TASK REQUIREMENTS ->
Every line in the records below that holds "dead" must be identified and copied.

SOURCE MATERIAL ->
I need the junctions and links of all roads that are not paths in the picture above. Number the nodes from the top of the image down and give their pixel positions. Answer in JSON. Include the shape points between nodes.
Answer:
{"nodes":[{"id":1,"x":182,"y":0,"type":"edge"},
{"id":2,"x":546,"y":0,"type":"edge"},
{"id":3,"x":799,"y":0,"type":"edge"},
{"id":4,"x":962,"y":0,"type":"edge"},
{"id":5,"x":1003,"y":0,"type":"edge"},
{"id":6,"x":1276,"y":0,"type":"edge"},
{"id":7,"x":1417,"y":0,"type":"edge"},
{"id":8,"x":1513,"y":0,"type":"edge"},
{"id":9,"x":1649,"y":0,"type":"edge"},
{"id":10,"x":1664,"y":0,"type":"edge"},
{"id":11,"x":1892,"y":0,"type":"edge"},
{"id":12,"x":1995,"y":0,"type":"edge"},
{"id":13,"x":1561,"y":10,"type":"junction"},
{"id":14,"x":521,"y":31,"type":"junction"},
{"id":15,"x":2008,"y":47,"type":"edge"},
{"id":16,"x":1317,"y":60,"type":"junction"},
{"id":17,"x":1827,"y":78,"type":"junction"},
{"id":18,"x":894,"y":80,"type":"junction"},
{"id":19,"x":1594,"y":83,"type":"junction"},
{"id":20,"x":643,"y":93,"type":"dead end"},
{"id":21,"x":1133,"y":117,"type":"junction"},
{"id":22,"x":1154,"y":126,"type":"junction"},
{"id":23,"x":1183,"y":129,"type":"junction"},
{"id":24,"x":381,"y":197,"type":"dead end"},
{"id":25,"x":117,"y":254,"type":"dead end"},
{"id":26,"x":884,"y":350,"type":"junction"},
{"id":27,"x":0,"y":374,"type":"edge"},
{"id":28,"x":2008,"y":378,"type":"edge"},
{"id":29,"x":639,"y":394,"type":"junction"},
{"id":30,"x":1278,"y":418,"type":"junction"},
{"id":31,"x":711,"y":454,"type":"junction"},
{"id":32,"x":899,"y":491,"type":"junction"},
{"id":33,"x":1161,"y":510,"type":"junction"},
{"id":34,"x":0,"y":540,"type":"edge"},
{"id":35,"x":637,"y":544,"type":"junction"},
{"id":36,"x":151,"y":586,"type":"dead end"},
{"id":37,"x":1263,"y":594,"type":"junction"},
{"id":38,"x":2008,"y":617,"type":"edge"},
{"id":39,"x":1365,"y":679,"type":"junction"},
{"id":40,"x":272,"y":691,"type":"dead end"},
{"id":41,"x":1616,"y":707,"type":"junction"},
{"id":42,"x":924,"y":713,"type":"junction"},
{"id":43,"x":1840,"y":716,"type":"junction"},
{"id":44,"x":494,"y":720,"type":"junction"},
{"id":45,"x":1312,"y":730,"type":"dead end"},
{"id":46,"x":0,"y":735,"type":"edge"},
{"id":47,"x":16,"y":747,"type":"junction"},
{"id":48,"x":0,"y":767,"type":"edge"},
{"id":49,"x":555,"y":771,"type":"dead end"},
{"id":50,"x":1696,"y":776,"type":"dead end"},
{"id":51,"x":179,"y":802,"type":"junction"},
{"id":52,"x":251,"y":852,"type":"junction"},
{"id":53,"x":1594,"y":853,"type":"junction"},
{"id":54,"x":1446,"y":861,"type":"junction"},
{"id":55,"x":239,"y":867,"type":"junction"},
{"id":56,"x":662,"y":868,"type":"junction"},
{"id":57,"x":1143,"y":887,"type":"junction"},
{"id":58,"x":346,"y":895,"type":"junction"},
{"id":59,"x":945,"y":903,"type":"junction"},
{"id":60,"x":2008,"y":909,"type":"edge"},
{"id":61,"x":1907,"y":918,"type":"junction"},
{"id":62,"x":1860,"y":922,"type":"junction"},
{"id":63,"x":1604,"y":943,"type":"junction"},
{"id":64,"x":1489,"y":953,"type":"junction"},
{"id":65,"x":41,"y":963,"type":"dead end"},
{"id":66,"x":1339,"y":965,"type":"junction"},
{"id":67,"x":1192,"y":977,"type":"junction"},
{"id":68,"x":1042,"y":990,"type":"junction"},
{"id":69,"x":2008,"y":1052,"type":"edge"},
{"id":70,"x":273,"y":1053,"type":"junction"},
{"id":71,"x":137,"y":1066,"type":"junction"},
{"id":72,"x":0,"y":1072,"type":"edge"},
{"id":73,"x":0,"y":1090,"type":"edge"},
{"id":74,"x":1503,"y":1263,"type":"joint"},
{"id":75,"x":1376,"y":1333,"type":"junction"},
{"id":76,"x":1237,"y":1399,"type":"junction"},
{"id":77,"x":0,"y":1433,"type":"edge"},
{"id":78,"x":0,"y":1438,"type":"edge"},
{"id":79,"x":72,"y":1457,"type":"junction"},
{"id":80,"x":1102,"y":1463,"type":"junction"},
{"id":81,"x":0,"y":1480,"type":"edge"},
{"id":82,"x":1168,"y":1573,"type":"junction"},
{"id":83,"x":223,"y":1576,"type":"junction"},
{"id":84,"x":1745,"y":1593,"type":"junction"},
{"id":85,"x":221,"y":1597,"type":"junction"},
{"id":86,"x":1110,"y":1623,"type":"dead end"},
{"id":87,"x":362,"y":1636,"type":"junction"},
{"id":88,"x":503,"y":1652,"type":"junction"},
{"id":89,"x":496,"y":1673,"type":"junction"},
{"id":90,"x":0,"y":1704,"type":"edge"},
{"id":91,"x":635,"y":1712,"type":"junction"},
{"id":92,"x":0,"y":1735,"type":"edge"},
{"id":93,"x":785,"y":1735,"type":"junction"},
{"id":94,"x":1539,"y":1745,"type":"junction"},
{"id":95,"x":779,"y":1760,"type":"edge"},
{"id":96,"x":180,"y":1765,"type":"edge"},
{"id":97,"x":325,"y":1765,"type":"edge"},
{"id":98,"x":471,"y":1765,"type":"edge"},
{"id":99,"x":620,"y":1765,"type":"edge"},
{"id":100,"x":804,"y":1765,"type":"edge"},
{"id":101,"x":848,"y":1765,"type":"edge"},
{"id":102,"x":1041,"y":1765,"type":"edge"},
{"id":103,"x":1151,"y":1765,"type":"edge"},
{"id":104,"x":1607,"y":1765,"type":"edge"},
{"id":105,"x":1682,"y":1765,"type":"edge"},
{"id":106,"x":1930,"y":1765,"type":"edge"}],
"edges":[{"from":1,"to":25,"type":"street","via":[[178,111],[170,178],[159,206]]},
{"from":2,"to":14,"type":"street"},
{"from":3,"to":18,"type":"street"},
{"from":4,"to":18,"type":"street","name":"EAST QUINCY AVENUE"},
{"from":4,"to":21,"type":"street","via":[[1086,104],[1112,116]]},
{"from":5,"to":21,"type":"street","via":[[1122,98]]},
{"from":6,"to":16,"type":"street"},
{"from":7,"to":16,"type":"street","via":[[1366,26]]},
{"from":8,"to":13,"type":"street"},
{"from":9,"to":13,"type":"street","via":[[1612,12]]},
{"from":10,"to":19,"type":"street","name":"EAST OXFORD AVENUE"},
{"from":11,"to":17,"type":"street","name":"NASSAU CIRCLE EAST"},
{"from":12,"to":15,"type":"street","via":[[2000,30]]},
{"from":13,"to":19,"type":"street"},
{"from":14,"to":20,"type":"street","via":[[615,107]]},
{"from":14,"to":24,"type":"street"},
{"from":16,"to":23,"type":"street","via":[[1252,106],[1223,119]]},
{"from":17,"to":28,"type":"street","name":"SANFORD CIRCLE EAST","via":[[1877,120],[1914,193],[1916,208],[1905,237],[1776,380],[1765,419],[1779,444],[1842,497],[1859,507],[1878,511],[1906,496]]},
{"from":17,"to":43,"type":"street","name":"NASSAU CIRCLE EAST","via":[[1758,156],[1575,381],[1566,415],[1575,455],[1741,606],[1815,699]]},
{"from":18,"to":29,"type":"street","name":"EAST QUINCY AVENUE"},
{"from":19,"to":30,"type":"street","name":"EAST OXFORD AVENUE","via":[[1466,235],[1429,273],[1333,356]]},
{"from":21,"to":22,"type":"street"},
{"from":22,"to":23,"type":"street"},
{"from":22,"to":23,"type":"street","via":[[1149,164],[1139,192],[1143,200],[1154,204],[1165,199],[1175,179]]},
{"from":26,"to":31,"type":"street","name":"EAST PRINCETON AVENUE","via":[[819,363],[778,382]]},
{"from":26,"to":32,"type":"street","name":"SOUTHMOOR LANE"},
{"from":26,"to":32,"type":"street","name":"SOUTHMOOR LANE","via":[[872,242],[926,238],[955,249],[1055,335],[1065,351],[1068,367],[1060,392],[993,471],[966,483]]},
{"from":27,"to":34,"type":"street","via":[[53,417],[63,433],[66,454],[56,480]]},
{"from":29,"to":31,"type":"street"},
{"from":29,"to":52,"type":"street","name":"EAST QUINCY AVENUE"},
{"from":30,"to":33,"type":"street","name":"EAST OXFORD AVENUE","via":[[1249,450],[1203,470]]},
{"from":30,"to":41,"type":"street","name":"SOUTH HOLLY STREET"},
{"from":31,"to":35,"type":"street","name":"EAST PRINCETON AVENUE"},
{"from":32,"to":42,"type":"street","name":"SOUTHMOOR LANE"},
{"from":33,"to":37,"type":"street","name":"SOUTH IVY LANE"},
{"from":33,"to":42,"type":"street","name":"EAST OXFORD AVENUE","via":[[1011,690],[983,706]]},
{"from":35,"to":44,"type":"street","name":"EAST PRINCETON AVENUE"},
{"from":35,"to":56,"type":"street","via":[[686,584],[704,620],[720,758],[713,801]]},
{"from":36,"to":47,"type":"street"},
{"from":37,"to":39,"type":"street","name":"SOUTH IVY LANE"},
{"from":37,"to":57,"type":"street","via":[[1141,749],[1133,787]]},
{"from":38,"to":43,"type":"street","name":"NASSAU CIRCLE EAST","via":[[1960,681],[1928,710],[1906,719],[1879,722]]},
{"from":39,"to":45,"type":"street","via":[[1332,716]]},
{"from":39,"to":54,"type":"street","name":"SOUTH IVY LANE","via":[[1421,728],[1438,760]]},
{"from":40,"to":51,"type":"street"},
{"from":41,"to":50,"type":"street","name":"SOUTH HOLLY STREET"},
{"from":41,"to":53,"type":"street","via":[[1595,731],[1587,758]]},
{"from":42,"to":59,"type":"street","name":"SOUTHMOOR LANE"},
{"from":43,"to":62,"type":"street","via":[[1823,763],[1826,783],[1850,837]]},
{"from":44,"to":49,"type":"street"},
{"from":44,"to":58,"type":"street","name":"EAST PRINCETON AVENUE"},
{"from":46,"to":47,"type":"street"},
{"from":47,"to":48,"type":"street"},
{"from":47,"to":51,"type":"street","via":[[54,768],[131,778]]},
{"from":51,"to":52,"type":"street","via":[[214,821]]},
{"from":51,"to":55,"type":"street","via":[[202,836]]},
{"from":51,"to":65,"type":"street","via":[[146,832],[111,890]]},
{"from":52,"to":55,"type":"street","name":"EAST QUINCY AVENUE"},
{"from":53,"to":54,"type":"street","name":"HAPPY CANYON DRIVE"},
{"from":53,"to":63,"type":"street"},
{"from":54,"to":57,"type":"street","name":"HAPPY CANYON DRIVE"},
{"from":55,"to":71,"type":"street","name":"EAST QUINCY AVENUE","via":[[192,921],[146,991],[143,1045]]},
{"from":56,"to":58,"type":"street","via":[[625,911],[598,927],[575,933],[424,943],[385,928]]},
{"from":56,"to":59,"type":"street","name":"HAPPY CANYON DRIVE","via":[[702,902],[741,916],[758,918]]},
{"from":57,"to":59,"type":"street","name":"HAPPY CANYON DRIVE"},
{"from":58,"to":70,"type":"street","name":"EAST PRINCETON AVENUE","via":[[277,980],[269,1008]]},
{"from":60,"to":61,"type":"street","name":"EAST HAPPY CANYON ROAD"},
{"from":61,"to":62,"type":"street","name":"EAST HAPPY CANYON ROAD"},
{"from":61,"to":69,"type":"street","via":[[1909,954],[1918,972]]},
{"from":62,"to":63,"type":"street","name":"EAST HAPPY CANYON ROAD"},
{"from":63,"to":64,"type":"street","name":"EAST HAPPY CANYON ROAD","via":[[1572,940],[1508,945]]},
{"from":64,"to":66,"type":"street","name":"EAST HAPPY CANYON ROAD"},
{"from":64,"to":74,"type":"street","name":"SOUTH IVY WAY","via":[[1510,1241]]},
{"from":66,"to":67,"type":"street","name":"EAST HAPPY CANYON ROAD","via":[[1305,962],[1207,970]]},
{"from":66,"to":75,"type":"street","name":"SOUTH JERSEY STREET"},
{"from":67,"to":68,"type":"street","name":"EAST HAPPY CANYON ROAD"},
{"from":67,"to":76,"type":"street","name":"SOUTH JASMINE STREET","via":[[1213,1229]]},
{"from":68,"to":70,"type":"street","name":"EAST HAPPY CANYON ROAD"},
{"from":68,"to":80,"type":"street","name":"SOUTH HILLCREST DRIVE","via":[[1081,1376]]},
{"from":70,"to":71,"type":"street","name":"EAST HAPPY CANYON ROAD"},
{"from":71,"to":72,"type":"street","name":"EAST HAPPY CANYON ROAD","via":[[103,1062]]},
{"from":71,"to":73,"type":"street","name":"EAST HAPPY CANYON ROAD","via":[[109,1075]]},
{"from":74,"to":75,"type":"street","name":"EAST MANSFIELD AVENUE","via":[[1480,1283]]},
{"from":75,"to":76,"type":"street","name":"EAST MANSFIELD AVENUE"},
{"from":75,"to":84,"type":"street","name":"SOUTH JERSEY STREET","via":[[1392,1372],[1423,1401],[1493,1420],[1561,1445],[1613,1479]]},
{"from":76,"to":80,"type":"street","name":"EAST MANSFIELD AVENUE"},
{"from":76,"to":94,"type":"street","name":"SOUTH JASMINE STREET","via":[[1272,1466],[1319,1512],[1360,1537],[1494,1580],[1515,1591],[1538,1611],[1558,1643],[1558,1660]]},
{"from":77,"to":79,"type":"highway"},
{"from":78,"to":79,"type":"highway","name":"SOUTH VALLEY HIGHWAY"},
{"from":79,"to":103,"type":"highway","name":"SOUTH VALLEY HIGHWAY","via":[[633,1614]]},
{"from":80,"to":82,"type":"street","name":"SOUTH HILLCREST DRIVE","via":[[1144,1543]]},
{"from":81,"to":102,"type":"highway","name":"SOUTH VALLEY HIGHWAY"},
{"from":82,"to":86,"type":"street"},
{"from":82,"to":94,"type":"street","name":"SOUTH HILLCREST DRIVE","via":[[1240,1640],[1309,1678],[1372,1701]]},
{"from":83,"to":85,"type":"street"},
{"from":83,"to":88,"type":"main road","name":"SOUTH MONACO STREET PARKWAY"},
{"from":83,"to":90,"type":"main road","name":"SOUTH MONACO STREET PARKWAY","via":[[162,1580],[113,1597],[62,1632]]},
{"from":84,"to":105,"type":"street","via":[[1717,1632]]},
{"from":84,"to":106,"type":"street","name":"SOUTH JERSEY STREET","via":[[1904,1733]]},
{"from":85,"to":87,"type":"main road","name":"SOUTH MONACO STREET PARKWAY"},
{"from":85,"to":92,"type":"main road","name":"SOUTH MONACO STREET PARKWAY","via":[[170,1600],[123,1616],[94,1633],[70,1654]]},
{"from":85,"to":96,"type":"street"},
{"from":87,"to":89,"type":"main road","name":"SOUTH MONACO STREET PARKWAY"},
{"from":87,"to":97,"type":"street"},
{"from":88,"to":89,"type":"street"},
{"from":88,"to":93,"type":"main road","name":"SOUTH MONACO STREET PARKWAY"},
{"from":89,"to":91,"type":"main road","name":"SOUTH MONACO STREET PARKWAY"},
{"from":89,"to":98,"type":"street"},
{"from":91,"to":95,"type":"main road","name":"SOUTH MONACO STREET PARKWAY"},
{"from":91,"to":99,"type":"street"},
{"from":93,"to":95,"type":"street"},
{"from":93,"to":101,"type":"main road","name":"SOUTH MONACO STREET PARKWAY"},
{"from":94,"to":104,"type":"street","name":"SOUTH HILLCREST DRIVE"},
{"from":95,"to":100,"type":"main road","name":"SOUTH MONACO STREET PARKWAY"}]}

SOLUTION FOR THIS PROBLEM ->
{"id":20,"x":643,"y":93,"type":"dead end"},
{"id":24,"x":381,"y":197,"type":"dead end"},
{"id":25,"x":117,"y":254,"type":"dead end"},
{"id":36,"x":151,"y":586,"type":"dead end"},
{"id":40,"x":272,"y":691,"type":"dead end"},
{"id":45,"x":1312,"y":730,"type":"dead end"},
{"id":49,"x":555,"y":771,"type":"dead end"},
{"id":50,"x":1696,"y":776,"type":"dead end"},
{"id":65,"x":41,"y":963,"type":"dead end"},
{"id":86,"x":1110,"y":1623,"type":"dead end"},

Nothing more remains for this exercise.